Reputation: 176
hello I want to find the sum of array elements using CUDA.
__global__ void countZeros(int *d_A, int * B)
{
int index = blockIdx.x * blockDim.x + threadIdx.x;
B[0] = B[0]+d_A[index];
}
so in the end, B[0] supposed to contain the sum of all elements. but I noticed that B[0] equals to zero every time. so in the end it contains only last element. why B[0] becomes zero every time?
Upvotes: 1
Views: 3928
Reputation: 152269
All of the threads are writing to B[0]
, and some may be attempting to write simultaneously. This line of code:
B[0] = B[0]+d_A[index];
requires a read and a write of B[0]
. If multiple threads are doing this at the same time, you will get strange results.

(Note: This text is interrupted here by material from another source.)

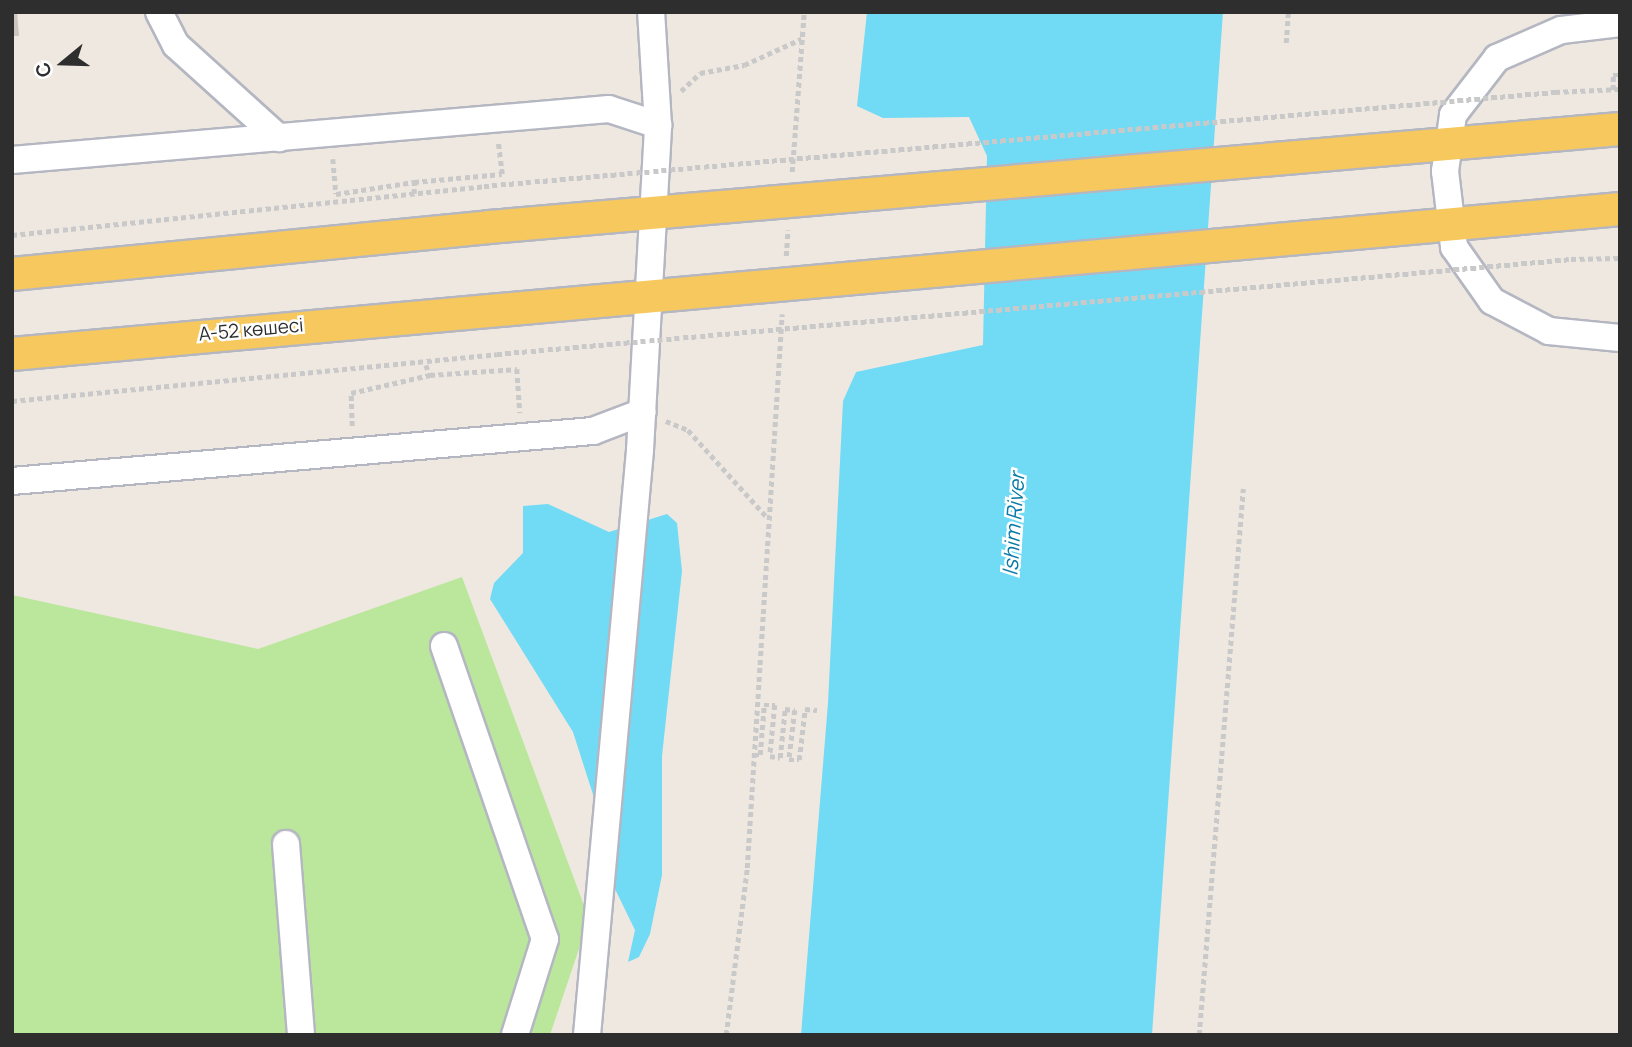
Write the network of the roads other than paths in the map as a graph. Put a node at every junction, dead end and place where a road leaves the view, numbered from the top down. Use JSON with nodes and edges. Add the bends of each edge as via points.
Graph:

You can make a simple fix by doing this:
atomicAdd(B, d_A[index]);
and you should get sensible results (assuming you have no errors elsewhere in your code, that you haven't shown.) Be sure to initialize B[0]
to some known value before calling this kernel.
If you want to do this efficiently, however, you should study the cuda reduction sample or just use CUB.
And be sure to use proper cuda error checking any time you are having trouble with a CUDA code.
So, if you still can't get sensible results, please instrument your code with proper cuda error checking before asking "I made this change but it still doesn't work, why?" I can't tell you why, because this is the only snippet of code that you've shown.
Upvotes: 4